INSTRUCTIONS FOR THE TASK: Restate the listing below word for word, pictures excluded.

RECORDS SHOWN:
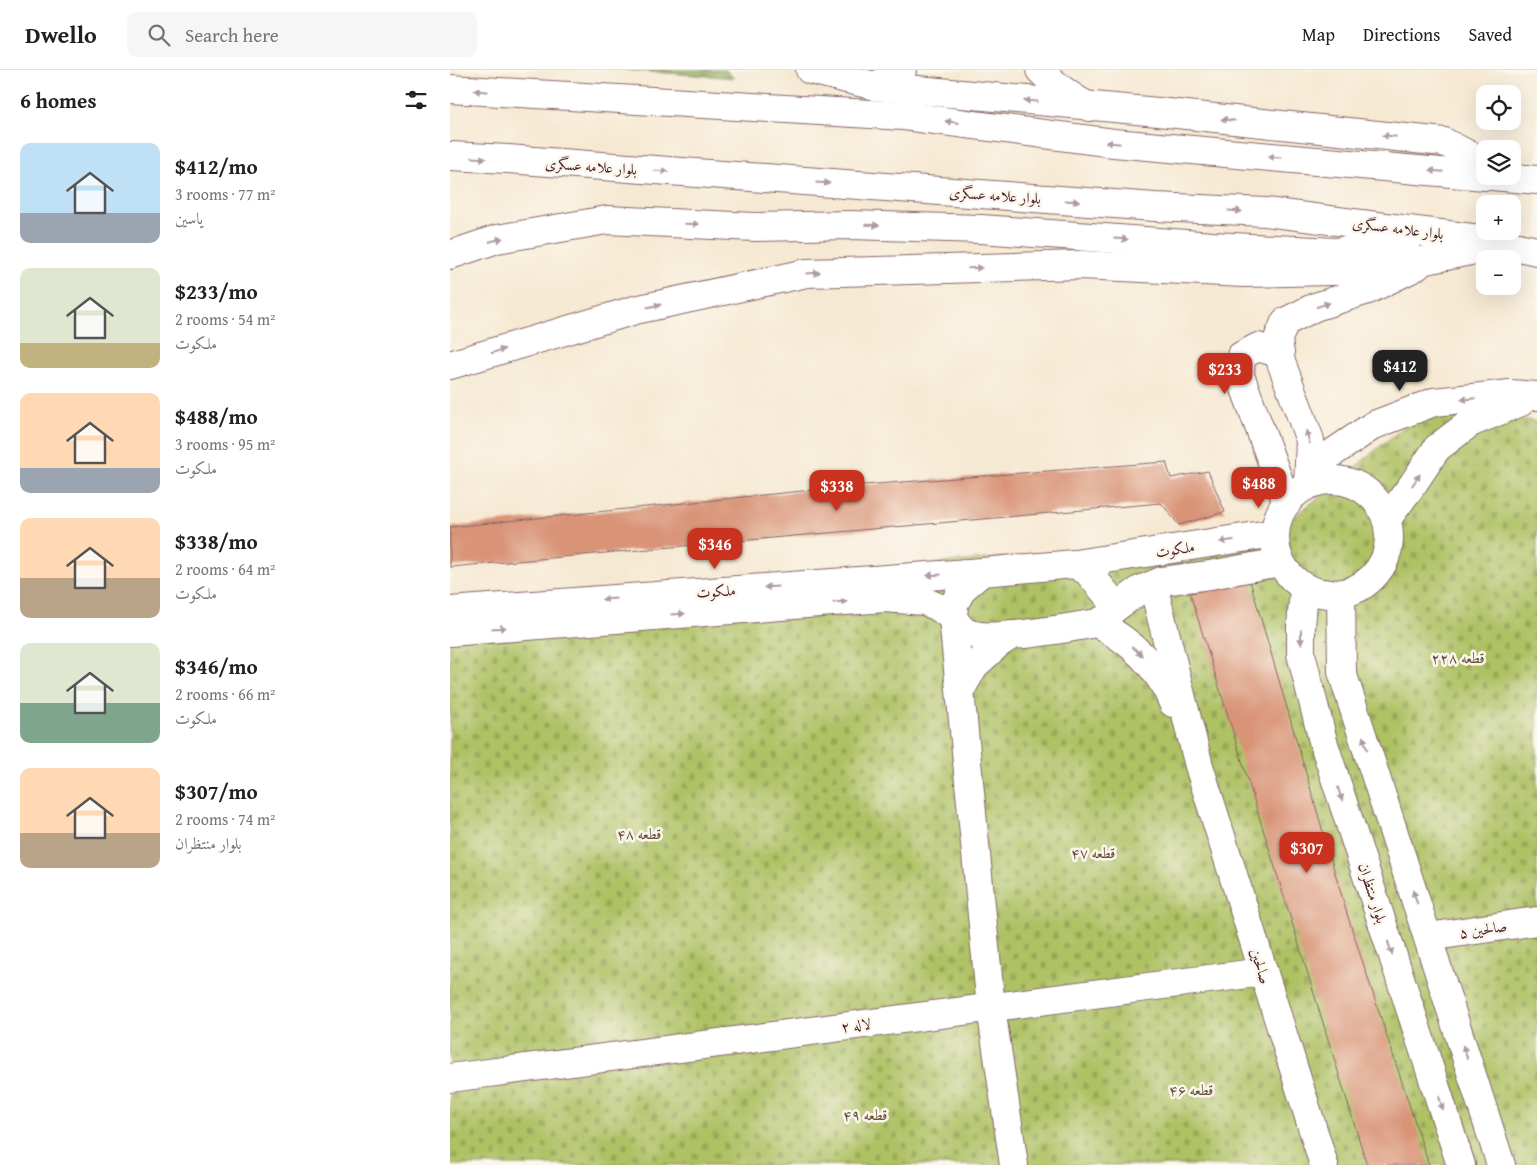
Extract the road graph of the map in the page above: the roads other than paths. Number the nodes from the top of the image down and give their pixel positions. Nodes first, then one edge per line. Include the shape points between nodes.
1 (810, 70) edge
2 (902, 70) edge
3 (1040, 70) edge
4 (875, 86) junction
5 (450, 89) edge
6 (1089, 107) junction
7 (450, 156) edge
8 (1476, 159) edge
9 (1476, 175) edge
10 (1428, 232) junction
11 (1503, 244) junction
12 (1537, 251) edge
13 (450, 255) edge
14 (1431, 259) junction
15 (1280, 354) junction
16 (450, 365) edge
17 (1535, 396) edge
18 (1308, 485) junction
19 (1287, 502) junction
20 (1386, 519) junction
21 (1275, 534) junction
22 (1280, 562) junction
23 (1075, 564) junction
24 (982, 572) junction
25 (1153, 585) junction
26 (1304, 588) junction
27 (1341, 594) junction
28 (450, 611) edge
29 (1105, 616) junction
30 (953, 618) junction
31 (450, 632) edge
32 (1012, 635) junction
33 (961, 689) junction
34 (1199, 766) junction
35 (1537, 921) edge
36 (1428, 938) junction
37 (1263, 972) junction
38 (991, 1008) junction
39 (450, 1078) edge
40 (1014, 1165) edge
41 (1324, 1165) edge
42 (1461, 1165) edge
43 (1501, 1165) edge

1 - 4 main road
2 - 4 main road
3 - 6 main road via 1050,81
6 -> 4 main road
9 -> 5 main road via 1114,143 904,116
8 -> 6 main road via 1444,142
7 -> 10 main road, بلوار علامه عسگری via 1155,207 1266,212
10 - 11 main road, بلوار علامه عسگری
13 -> 10 main road via 497,239 607,220 754,227 981,228 1337,252
11 - 12 main road, بلوار علامه عسگری
11 - 14 main road
15 -> 14 main road via 1278,339 1285,322 1315,307 1368,290
16 -> 14 main road via 635,310 807,273 1081,265 1244,273 1377,270
18 -> 15 main road via 1310,440 1280,362
15 - 19 main road via 1258,347 1241,356 1240,375
17 -> 18 main road via 1510,394 1434,402 1374,425 1328,456
20 -> 17 main road via 1437,448 1470,423
18 - 19 main road
18 - 20 main road via 1326,480 1346,481 1363,489 1377,502
19 - 21 main road via 1281,509
20 - 27 main road via 1389,538 1386,558 1375,575 1360,588
21 - 22 main road via 1274,545
21 -> 23 main road, ملکوت
22 - 25 main road, ملکوت
22 - 26 main road via 1290,577
23 - 24 main road, ملکوت
23 - 29 main road via 1088,572 1112,602
24 -> 28 main road, ملکوت
24 - 30 main road via 963,588 954,604
25 - 29 main road, ملکوت via 1140,590
25 - 34 main road, صالحین
26 - 27 main road via 1322,594
26 -> 42 main road, بلوار منتظران via 1301,654 1323,741
36 -> 27 main road via 1342,672
29 - 32 main road, ملکوت
29 -> 34 main road, صالحین via 1166,686
31 -> 30 main road, ملکوت via 884,598 924,601
30 - 32 main road, ملکوت via 964,631 988,637
30 - 33 main road
32 - 33 main road via 974,666
33 - 38 main road
34 - 37 main road, صالحین
35 - 36 main road, صالحین ۵
43 -> 36 main road
37 - 38 main road, لاله ۲
37 - 41 main road, صالحین
38 - 39 main road, لاله ۲
38 - 40 main road

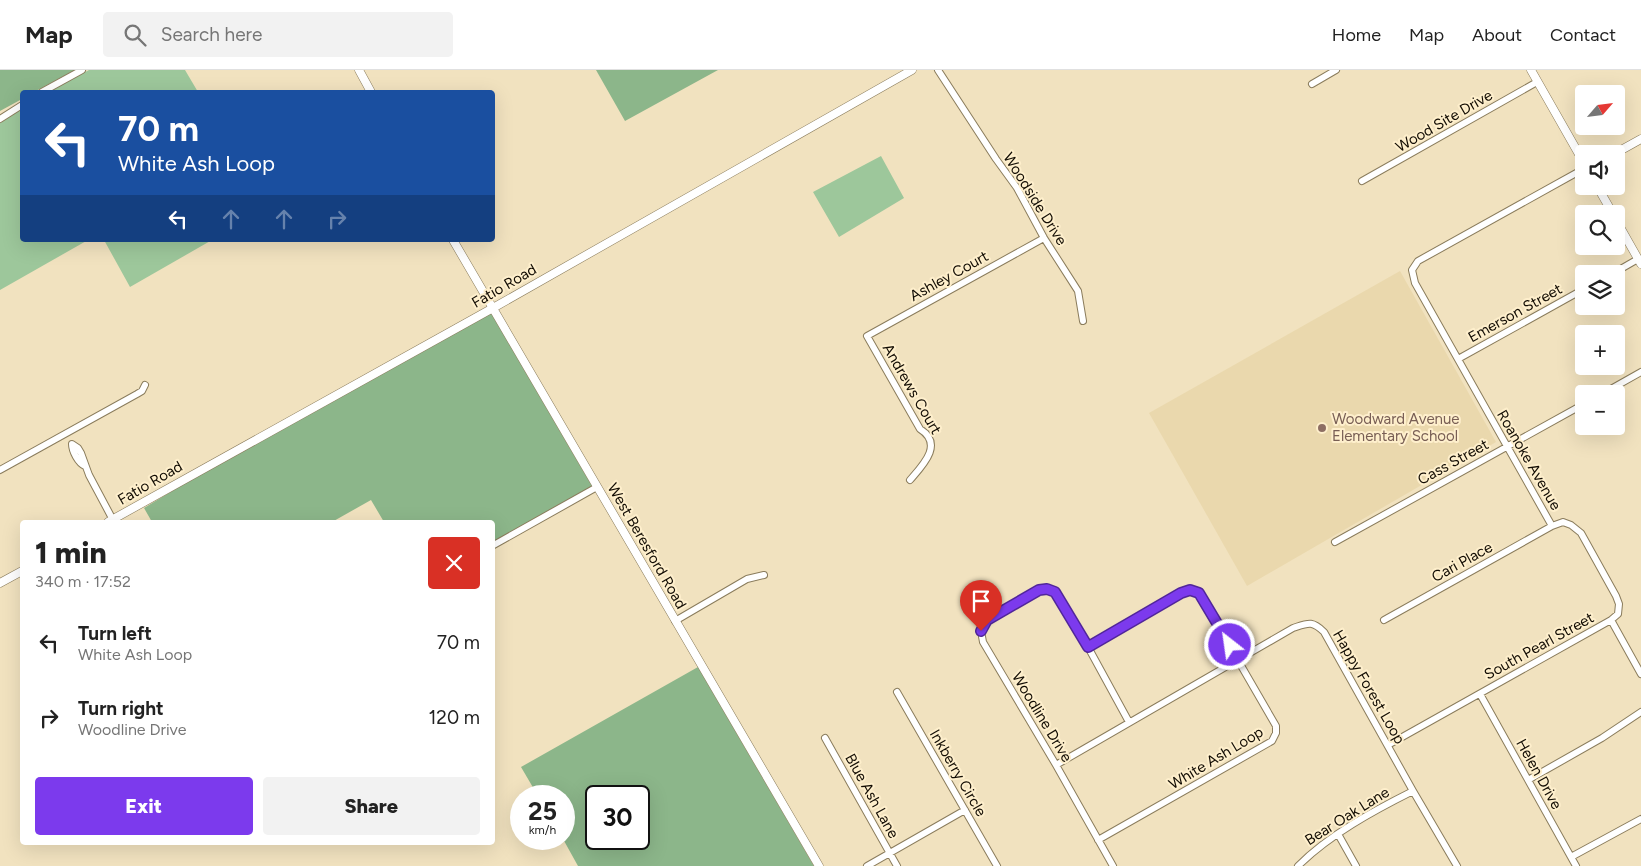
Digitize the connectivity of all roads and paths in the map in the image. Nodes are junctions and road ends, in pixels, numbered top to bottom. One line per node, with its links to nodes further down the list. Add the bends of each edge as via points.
1 (82, 70): 9 (street)
2 (359, 70): 10 (street)
3 (912, 70): 24 (street, Fatio Road)
4 (938, 70): 19 (street, Woodside Drive, via 1017,188)
5 (1336, 70): 8 (street)
6 (1530, 70): 7 (street)
7 (1537, 82): 14 (street); 17 (street, Wood Site Drive)
8 (1312, 84)
9 (46, 90)
10 (370, 90)
11 (20, 106): 12 (street)
12 (0, 119)
13 (1641, 139): 15 (street)
14 (1575, 147)
15 (1625, 148)
16 (1575, 174): 27 (street, Roanoke Avenue, via 1418,261 1412,270)
17 (1362, 181)
18 (1625, 235): 21 (street)
19 (1044, 238): 25 (street, Woodside Drive, via 1078,291); 26 (street, Ashley Court)
20 (454, 242): 24 (street, West Beresford Road)
21 (1640, 261): 22 (street)
22 (1625, 268)
23 (1575, 294): 27 (street, Emerson Street)
24 (493, 308): 36 (street, West Beresford Road); 38 (street, Fatio Road)
25 (1083, 321)
26 (867, 336): 35 (street, Andrews Court, via 920,429 928,434 931,441 929,457)
27 (1458, 359): 33 (street, Roanoke Avenue)
28 (1641, 372): 30 (street)
29 (144, 385): 32 (street, via 142,391)
30 (1618, 385)
31 (1575, 409): 33 (street, Cass Street)
32 (65, 433): 34 (street); 37 (street, via 84,459)
33 (1508, 446): 39 (street, Roanoke Avenue); 40 (street, Cass Street)
34 (0, 470)
35 (910, 480)
36 (597, 487): 41 (street); 47 (street, West Beresford Road)
37 (111, 520)
38 (113, 520)
39 (1552, 526): 45 (street, Cari Place); 46 (street, Roanoke Avenue, via 1563,522 1571,524 1580,533 1619,604 1618,614)
40 (1335, 542)
41 (495, 544)
42 (20, 571): 44 (street)
43 (764, 575): 47 (street, via 747,579)
44 (0, 583)
45 (1384, 620)
46 (1611, 620): 50 (street); 52 (street, South Pearl Street)
47 (675, 621): 66 (street, West Beresford Road)
48 (1088, 647): 49 (street, White Ash Loop, via 1190,590 1199,593 1205,601); 54 (street, Woodline Drive); 57 (street, Woodline Drive, via 1055,592 1047,589 1039,590 987,620 981,631 983,642)
49 (1239, 661): 54 (street, Happy Forest Loop); 56 (street, Happy Forest Loop, via 1293,628 1307,623 1316,624 1324,632); 63 (street, White Ash Loop, via 1276,726 1272,741)
50 (1641, 674)
51 (897, 692): 60 (street, Inkberry Circle)
52 (1480, 694): 56 (street, South Pearl Street); 58 (street, Helen Drive)
53 (1641, 712): 58 (street)
54 (1129, 722): 57 (street, Happy Forest Loop)
55 (825, 738): 64 (street, Blue Ash Lane)
56 (1388, 745): 59 (street, Happy Forest Loop)
57 (1056, 765): 63 (street, Woodline Drive)
58 (1528, 780): 65 (street, Helen Drive)
59 (1413, 791): 62 (street, Bear Oak Lane); 73 (street, Happy Forest Loop)
60 (965, 810): 64 (street); 69 (street, Inkberry Circle)
61 (1641, 819): 65 (street)
62 (1338, 834): 71 (street, Bear Oak Lane); 72 (street)
63 (1098, 840): 70 (street, Woodline Drive)
64 (889, 853): 67 (street); 68 (street, Blue Ash Lane)
65 (1572, 857): 74 (street, Helen Drive)
66 (819, 866)
67 (867, 866)
68 (897, 866)
69 (997, 866)
70 (1113, 866)
71 (1298, 866)
72 (1356, 866)
73 (1458, 866)
74 (1576, 866)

ANSWER TO THE PROBLEM:
Extract the road graph of the map in the page above: the roads other than paths. Number the nodes from the top of the image down and give their pixel positions. Nodes first, then one edge per line. Include the shape points between nodes.
1 (810, 70) edge
2 (902, 70) edge
3 (1040, 70) edge
4 (875, 86) junction
5 (450, 89) edge
6 (1089, 107) junction
7 (450, 156) edge
8 (1476, 159) edge
9 (1476, 175) edge
10 (1428, 232) junction
11 (1503, 244) junction
12 (1537, 251) edge
13 (450, 255) edge
14 (1431, 259) junction
15 (1280, 354) junction
16 (450, 365) edge
17 (1535, 396) edge
18 (1308, 485) junction
19 (1287, 502) junction
20 (1386, 519) junction
21 (1275, 534) junction
22 (1280, 562) junction
23 (1075, 564) junction
24 (982, 572) junction
25 (1153, 585) junction
26 (1304, 588) junction
27 (1341, 594) junction
28 (450, 611) edge
29 (1105, 616) junction
30 (953, 618) junction
31 (450, 632) edge
32 (1012, 635) junction
33 (961, 689) junction
34 (1199, 766) junction
35 (1537, 921) edge
36 (1428, 938) junction
37 (1263, 972) junction
38 (991, 1008) junction
39 (450, 1078) edge
40 (1014, 1165) edge
41 (1324, 1165) edge
42 (1461, 1165) edge
43 (1501, 1165) edge

1 - 4 main road
2 - 4 main road
3 - 6 main road via 1050,81
6 -> 4 main road
9 -> 5 main road via 1114,143 904,116
8 -> 6 main road via 1444,142
7 -> 10 main road, بلوار علامه عسگری via 1155,207 1266,212
10 - 11 main road, بلوار علامه عسگری
13 -> 10 main road via 497,239 607,220 754,227 981,228 1337,252
11 - 12 main road, بلوار علامه عسگری
11 - 14 main road
15 -> 14 main road via 1278,339 1285,322 1315,307 1368,290
16 -> 14 main road via 635,310 807,273 1081,265 1244,273 1377,270
18 -> 15 main road via 1310,440 1280,362
15 - 19 main road via 1258,347 1241,356 1240,375
17 -> 18 main road via 1510,394 1434,402 1374,425 1328,456
20 -> 17 main road via 1437,448 1470,423
18 - 19 main road
18 - 20 main road via 1326,480 1346,481 1363,489 1377,502
19 - 21 main road via 1281,509
20 - 27 main road via 1389,538 1386,558 1375,575 1360,588
21 - 22 main road via 1274,545
21 -> 23 main road, ملکوت
22 - 25 main road, ملکوت
22 - 26 main road via 1290,577
23 - 24 main road, ملکوت
23 - 29 main road via 1088,572 1112,602
24 -> 28 main road, ملکوت
24 - 30 main road via 963,588 954,604
25 - 29 main road, ملکوت via 1140,590
25 - 34 main road, صالحین
26 - 27 main road via 1322,594
26 -> 42 main road, بلوار منتظران via 1301,654 1323,741
36 -> 27 main road via 1342,672
29 - 32 main road, ملکوت
29 -> 34 main road, صالحین via 1166,686
31 -> 30 main road, ملکوت via 884,598 924,601
30 - 32 main road, ملکوت via 964,631 988,637
30 - 33 main road
32 - 33 main road via 974,666
33 - 38 main road
34 - 37 main road, صالحین
35 - 36 main road, صالحین ۵
43 -> 36 main road
37 - 38 main road, لاله ۲
37 - 41 main road, صالحین
38 - 39 main road, لاله ۲
38 - 40 main road

Digitize the connectivity of all roads and paths in the map in the image. Nodes are junctions and road ends, in pixels, numbered top to bottom. One line per node, with its links to nodes further down the list. Add the bends of each edge as via points.
1 (82, 70): 9 (street)
2 (359, 70): 10 (street)
3 (912, 70): 24 (street, Fatio Road)
4 (938, 70): 19 (street, Woodside Drive, via 1017,188)
5 (1336, 70): 8 (street)
6 (1530, 70): 7 (street)
7 (1537, 82): 14 (street); 17 (street, Wood Site Drive)
8 (1312, 84)
9 (46, 90)
10 (370, 90)
11 (20, 106): 12 (street)
12 (0, 119)
13 (1641, 139): 15 (street)
14 (1575, 147)
15 (1625, 148)
16 (1575, 174): 27 (street, Roanoke Avenue, via 1418,261 1412,270)
17 (1362, 181)
18 (1625, 235): 21 (street)
19 (1044, 238): 25 (street, Woodside Drive, via 1078,291); 26 (street, Ashley Court)
20 (454, 242): 24 (street, West Beresford Road)
21 (1640, 261): 22 (street)
22 (1625, 268)
23 (1575, 294): 27 (street, Emerson Street)
24 (493, 308): 36 (street, West Beresford Road); 38 (street, Fatio Road)
25 (1083, 321)
26 (867, 336): 35 (street, Andrews Court, via 920,429 928,434 931,441 929,457)
27 (1458, 359): 33 (street, Roanoke Avenue)
28 (1641, 372): 30 (street)
29 (144, 385): 32 (street, via 142,391)
30 (1618, 385)
31 (1575, 409): 33 (street, Cass Street)
32 (65, 433): 34 (street); 37 (street, via 84,459)
33 (1508, 446): 39 (street, Roanoke Avenue); 40 (street, Cass Street)
34 (0, 470)
35 (910, 480)
36 (597, 487): 41 (street); 47 (street, West Beresford Road)
37 (111, 520)
38 (113, 520)
39 (1552, 526): 45 (street, Cari Place); 46 (street, Roanoke Avenue, via 1563,522 1571,524 1580,533 1619,604 1618,614)
40 (1335, 542)
41 (495, 544)
42 (20, 571): 44 (street)
43 (764, 575): 47 (street, via 747,579)
44 (0, 583)
45 (1384, 620)
46 (1611, 620): 50 (street); 52 (street, South Pearl Street)
47 (675, 621): 66 (street, West Beresford Road)
48 (1088, 647): 49 (street, White Ash Loop, via 1190,590 1199,593 1205,601); 54 (street, Woodline Drive); 57 (street, Woodline Drive, via 1055,592 1047,589 1039,590 987,620 981,631 983,642)
49 (1239, 661): 54 (street, Happy Forest Loop); 56 (street, Happy Forest Loop, via 1293,628 1307,623 1316,624 1324,632); 63 (street, White Ash Loop, via 1276,726 1272,741)
50 (1641, 674)
51 (897, 692): 60 (street, Inkberry Circle)
52 (1480, 694): 56 (street, South Pearl Street); 58 (street, Helen Drive)
53 (1641, 712): 58 (street)
54 (1129, 722): 57 (street, Happy Forest Loop)
55 (825, 738): 64 (street, Blue Ash Lane)
56 (1388, 745): 59 (street, Happy Forest Loop)
57 (1056, 765): 63 (street, Woodline Drive)
58 (1528, 780): 65 (street, Helen Drive)
59 (1413, 791): 62 (street, Bear Oak Lane); 73 (street, Happy Forest Loop)
60 (965, 810): 64 (street); 69 (street, Inkberry Circle)
61 (1641, 819): 65 (street)
62 (1338, 834): 71 (street, Bear Oak Lane); 72 (street)
63 (1098, 840): 70 (street, Woodline Drive)
64 (889, 853): 67 (street); 68 (street, Blue Ash Lane)
65 (1572, 857): 74 (street, Helen Drive)
66 (819, 866)
67 (867, 866)
68 (897, 866)
69 (997, 866)
70 (1113, 866)
71 (1298, 866)
72 (1356, 866)
73 (1458, 866)
74 (1576, 866)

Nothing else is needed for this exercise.